Weekend Link Roundup (March 21-22, 2009)
March 22, 2009
Arts and Culture
The economy and markets are a mess, giving is flat or down, and a growing number of nonprofits face uncertain futures. Indeed, last week Americans for the Arts, the nation's largest arts advocacy group, warned that as many as 10,000 arts organizations, or 10 percent of the total, are at risk of folding. In an impassioned post that sparked a lively conversation, Allison Fine compared the situation arts organizations find themselves in to the meltdown of the newspaper industry and suggested that while the "loss of newspapers and arts organizations creates an enormous, perhaps irreplacable, loss of social capital for local communities," the problem of trying "to figure out a new business model for arts organizations is much more difficult." In part, says Fine, that's because
the cost of delivering the product is largely fixed; there is no way around the fact that orchestras need violinists and cellists. Consumers of news exist in large numbers, some say even growing numbers, but many arts organizations...face the prospect that there may not be enough patrons to support their efforts -- ever....

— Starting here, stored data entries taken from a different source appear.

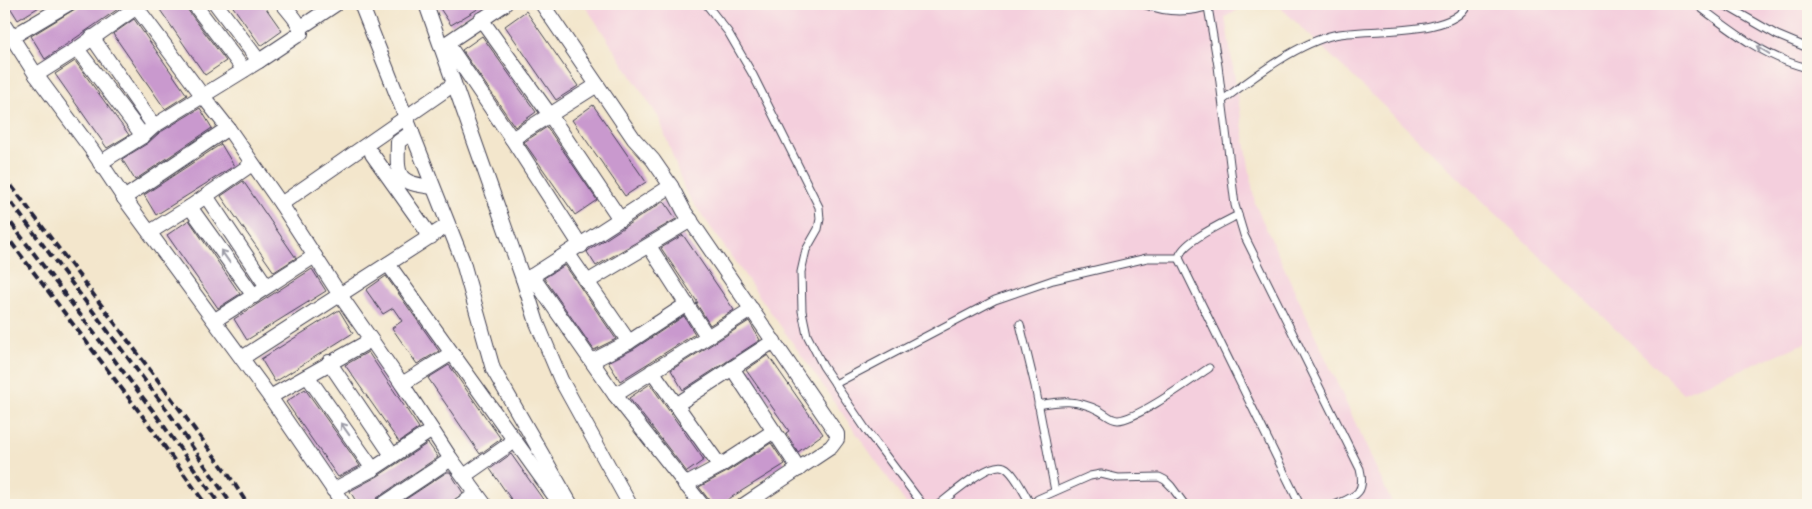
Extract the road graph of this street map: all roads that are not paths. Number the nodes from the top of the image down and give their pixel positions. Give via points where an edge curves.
1 (68, 4) edge
2 (194, 4) edge
3 (216, 4) edge
4 (283, 4) edge
5 (336, 4) edge
6 (361, 4) edge
7 (426, 4) edge
8 (505, 4) edge
9 (542, 4) edge
10 (706, 4) edge
11 (1143, 4) edge
12 (1467, 4) edge
13 (1696, 4) edge
14 (1723, 4) edge
15 (137, 5) edge
16 (1212, 5) edge
17 (481, 19) junction
18 (4, 25) edge
19 (300, 28) junction
20 (12, 37) junction
21 (92, 37) junction
22 (444, 45) junction
23 (1808, 48) edge
24 (77, 49) junction
25 (260, 61) junction
26 (1808, 68) edge
27 (244, 70) junction
28 (36, 75) junction
29 (454, 84) junction
30 (597, 85) junction
31 (202, 96) junction
32 (1223, 100) junction
33 (550, 115) junction
34 (406, 116) junction
35 (154, 126) junction
36 (228, 128) junction
37 (412, 132) junction
38 (143, 136) junction
39 (512, 139) junction
40 (372, 154) dead end
41 (100, 164) junction
42 (252, 164) junction
43 (671, 186) junction
44 (433, 187) junction
45 (206, 196) junction
46 (124, 198) junction
47 (281, 204) junction
48 (190, 207) junction
49 (1238, 215) junction
50 (620, 219) junction
51 (691, 220) junction
52 (448, 225) junction
53 (150, 232) junction
54 (431, 237) junction
55 (580, 246) junction
56 (649, 246) junction
57 (568, 254) junction
58 (315, 256) junction
59 (1179, 258) junction
60 (388, 264) junction
61 (527, 278) junction
62 (587, 282) junction
63 (266, 286) junction
64 (340, 295) junction
65 (254, 296) junction
66 (687, 304) junction
67 (752, 309) junction
68 (215, 320) junction
69 (1020, 324) dead end
70 (707, 336) junction
71 (372, 340) junction
72 (774, 341) junction
73 (629, 342) junction
74 (452, 353) junction
75 (242, 358) junction
76 (592, 361) junction
77 (329, 362) junction
78 (732, 368) junction
79 (1209, 368) dead end
80 (652, 371) junction
81 (308, 377) junction
82 (402, 384) junction
83 (835, 384) junction
84 (616, 395) junction
85 (270, 397) junction
86 (676, 405) junction
87 (1038, 405) junction
88 (432, 430) junction
89 (774, 431) junction
90 (514, 441) junction
91 (392, 455) junction
92 (451, 459) junction
93 (720, 466) junction
94 (373, 469) junction
95 (799, 469) junction
96 (464, 476) junction
97 (685, 486) junction
98 (333, 490) junction
99 (1055, 491) junction
100 (477, 494) junction
101 (344, 505) edge
102 (382, 505) edge
103 (460, 505) edge
104 (486, 505) edge
105 (561, 505) edge
106 (571, 505) edge
107 (630, 505) edge
108 (702, 505) edge
109 (744, 505) edge
110 (922, 505) edge
111 (938, 505) edge
112 (1032, 505) edge
113 (1185, 505) edge
114 (1300, 505) edge
115 (1335, 505) edge

1 - 20 street
2 - 27 street
3 - 25 street
4 - 19 street
5 - 19 street
6 - 34 street
7 - 22 street
8 - 17 street
9 - 30 street
10 - 83 lane via 728,32 753,75 819,207 818,229 802,260 802,311 811,344
11 - 16 lane via 1180,11
12 - 32 lane via 1454,18 1435,26 1334,35 1306,46 1264,70
26 -> 13 lane via 1772,55 1733,32
14 - 23 lane via 1777,35
15 - 21 street
15 - 31 street
16 - 32 lane
17 - 22 street
17 - 33 street
18 - 20 street
19 - 25 street via 298,36
20 - 28 street
21 - 24 street
21 - 35 street
22 - 29 street
22 - 39 street
24 - 28 street
24 - 38 street
25 - 27 street
27 - 31 street
28 - 41 street
29 - 34 street
29 - 61 street
30 - 33 street
30 - 43 street
31 - 35 street
31 - 36 street
32 - 49 lane
33 - 39 street
33 - 50 street
34 - 37 street
34 - 47 street
35 - 38 street
36 - 42 street
36 - 46 street
37 - 44 street
37 - 44 street via 398,142 397,169 402,178 415,185
38 - 41 street
39 - 55 street
40 - 54 street
41 - 46 street
42 - 45 street
42 - 47 street
43 - 50 street
43 - 51 street
44 - 52 street
45 - 48 street
45 - 63 street
46 - 53 street
47 - 58 street
48 - 53 street
65 -> 48 street
49 - 59 lane via 1186,246
49 - 115 lane via 1261,270 1360,469 1363,483 1359,492
50 - 55 street
51 - 56 street
51 - 67 street
52 - 54 street
52 - 106 street via 462,259 493,369
53 - 68 street
54 - 60 street
55 - 57 street
56 - 62 street
56 - 66 street
57 - 61 street
57 - 62 street
58 - 63 street
58 - 64 street
59 - 83 lane via 1147,258 1053,280 995,300
59 - 114 lane
60 - 64 street
60 - 74 street
61 - 76 street
61 - 107 street via 537,324 561,380
62 - 73 street
63 - 65 street
64 - 71 street
64 - 75 street
65 - 68 street
66 - 70 street
66 - 73 street
67 - 70 street
67 - 72 street
68 - 75 street
69 - 87 lane
70 - 80 street
71 - 77 street
71 - 82 street
72 - 78 street
72 - 95 street via 836,434 837,440 831,446
73 - 76 street
74 - 82 street
74 - 90 street
75 - 85 street
76 - 84 street
77 - 81 street
77 - 91 street
78 - 86 street
78 - 89 street
79 - 87 lane via 1160,401 1119,420 1088,405 1069,401
80 - 84 street
80 - 86 street
81 - 85 street
94 -> 81 street
82 - 88 street
83 - 110 lane
84 - 97 street
85 - 98 street
86 - 93 street
87 - 99 lane
88 - 91 street
88 - 92 street
89 - 93 street
89 - 95 street
90 - 96 street
90 - 105 street
91 - 94 street
92 - 96 street
92 - 102 street
93 - 97 street
94 - 98 street
95 - 109 street
96 - 100 street
97 - 108 street
98 - 101 street
99 - 112 lane
99 - 113 lane via 1101,474 1118,478 1159,477 1172,486
100 - 103 street
100 - 104 street
111 - 112 lane via 976,476 1004,466

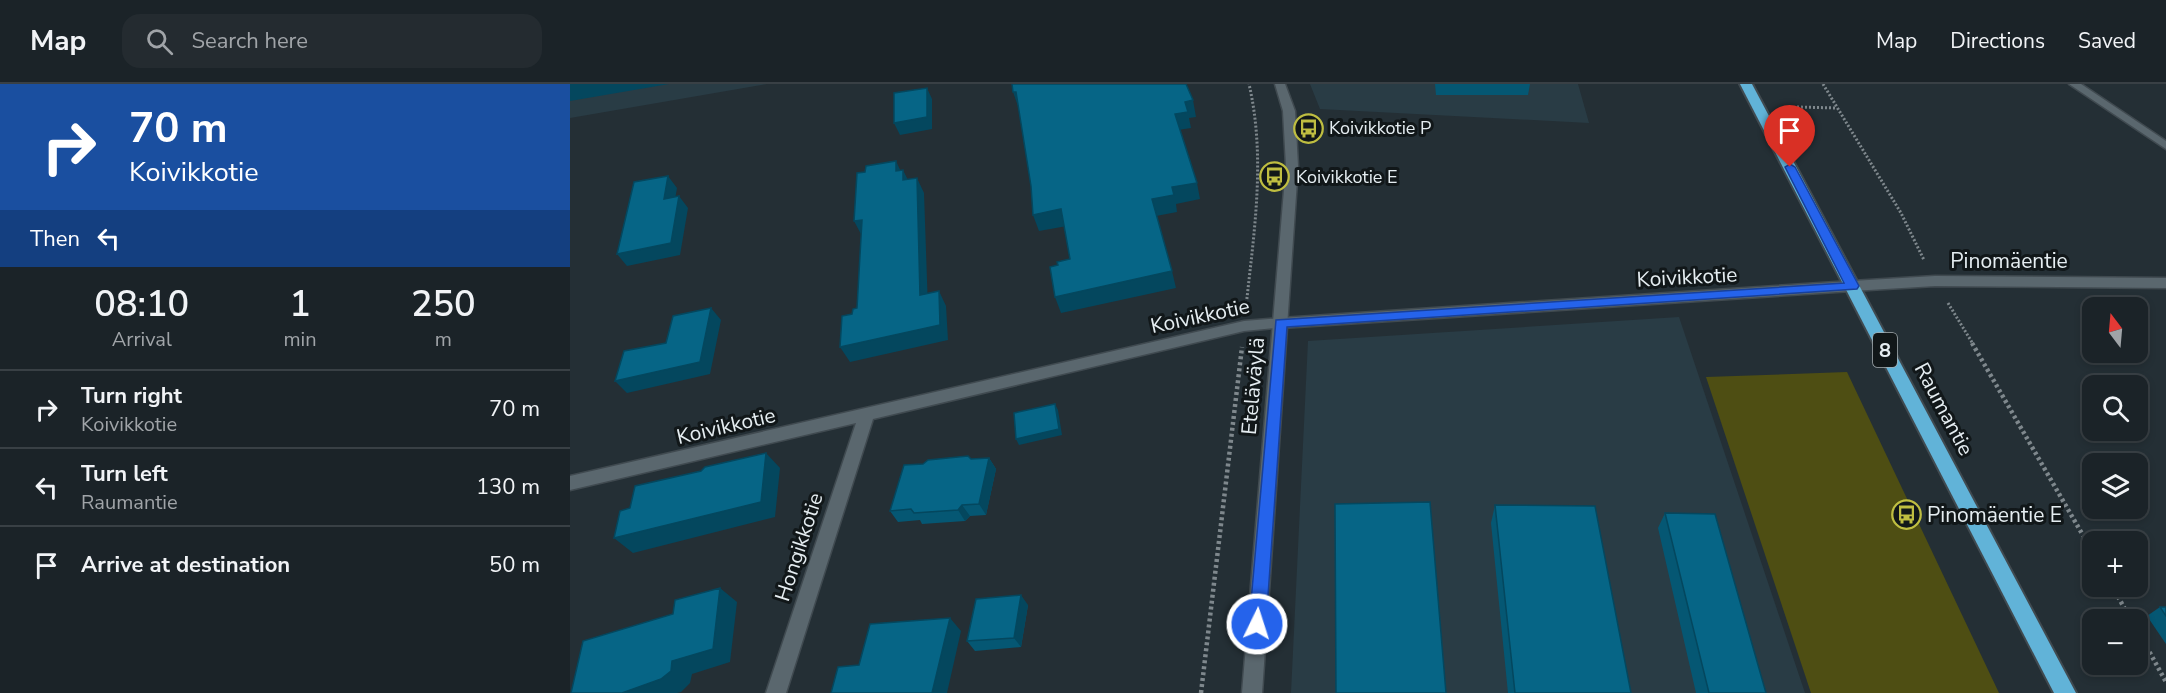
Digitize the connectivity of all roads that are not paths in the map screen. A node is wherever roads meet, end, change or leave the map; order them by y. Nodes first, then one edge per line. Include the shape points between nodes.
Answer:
1 (1280, 84) edge
2 (1746, 84) edge
3 (2074, 84) edge
4 (2166, 146) edge
5 (2166, 284) edge
6 (1852, 286) junction
7 (1281, 323) junction
8 (866, 415) junction
9 (570, 483) edge
10 (776, 693) edge
11 (1252, 693) edge
12 (2065, 693) edge

1 - 7 street, Eteläväylä via 1288,111 1292,166
2 - 6 highway, Raumantie / 8
3 - 4 street
5 - 6 street, Pinomäentie via 1935,281
6 - 7 street, Koivikkotie
6 - 12 highway, Raumantie / 8
7 - 8 street, Koivikkotie via 1244,326
7 - 11 street, Eteläväylä
8 - 9 street, Koivikkotie
8 - 10 street, Hongikkotie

Great comments and posts in response from Tom Watson, Brian Reich, Beth Kanter, Katya Andresen, Gayle Thorsen, and others, as well as a follow-up post by Fine, make this a conversation worth tracking.
Buzz Machine blogger and all around wise man Jeff Jarvis follows up his excellent post on the great economic restructuring we are living through with more thoughts about the true dawn of the post-industrial age. Both are well worth your time.
How bad are things out there? According to an article by Eyal Press in the Nation, the "most expensive presidential campaign in history and the cataclysmic financial meltdown of the past few months" has combined to produce a "perfect storm" on Nonprofit Street. Sadly, that's true, writes the Nonprofiteer. But let's not forget that the things "we can't do as members of the nonprofit community are precisely the things we can and should do as citizens." To wit:
[F]or years we've indulged in a widespread pretense that private charity by itself can provide the safety net society owes to its poorest. Great Depression II is proving once again that this is nonsense -- that the resources of the charitable sector are dwarfed by those available to the government, and always will be. So, as citizens concerned with social justice, now is the time for us to raise our voices in support of public policies to advance it -- including the taxation necessary to support it. Charities can beg, and we do; but only the government can compel the entire polity to step up and pay what’s needed, and it must....
Target Analytics, a unit of nonprofit software provider Blackbaud, recently released its 2008 donorCentrics Internet Giving Benchmarking Analysis, which found that people who go online to donate to charity for the first time often do not return to make additional gifts. Robin Hood Marketing author Katya Andresen offers her take on some of the other findings from the report.
On the Fast Company blog, Alice Korngold reviews the pros and cons of using bonuses to drive the performance of nonprofit execs and concludes that the difficulty of tying bonuese to "measurable performance indicators" argues against the practice. It would be better, she concludes, for nonprofit boards "to provide fair and reasonable compensation packages in order to attract and retain outstanding candidates."
In the latest installment of the Cohen Report, Rick Cohen explores the nuances of foundation payout, including the practice of averaging asset values over a multiyear period. His conclusion: Payout is a complex issue, "with aspects that most people don’t realize."
Have you been curious about Twitter but at a loss as to its utility? Perspectives From the Pipeline blogger Rosetta Thurman has a nice post about how to get started and what to "tweet" about after you've taken the plunge. It's the first post by Thurman in a new series called Shine While Your Lights On that willll focus on personal branding for young nonprofit professionals.
Last but not least, Beth Kanter reflects on the Social Media for Social Good panel event at last week's South by Southwest conference and wonders whether early adopters of social media have become too focused on "social media for charity" at the expense of "social media for social change." Should they be treated as two separate systems, asks Kanter, or is charity just another tool for bringing about social change? Great question, Beth. (And the comments it sparked are great, too.) We look forward to following the conversation as it unfolds.
And that's it for this week. Have a great week.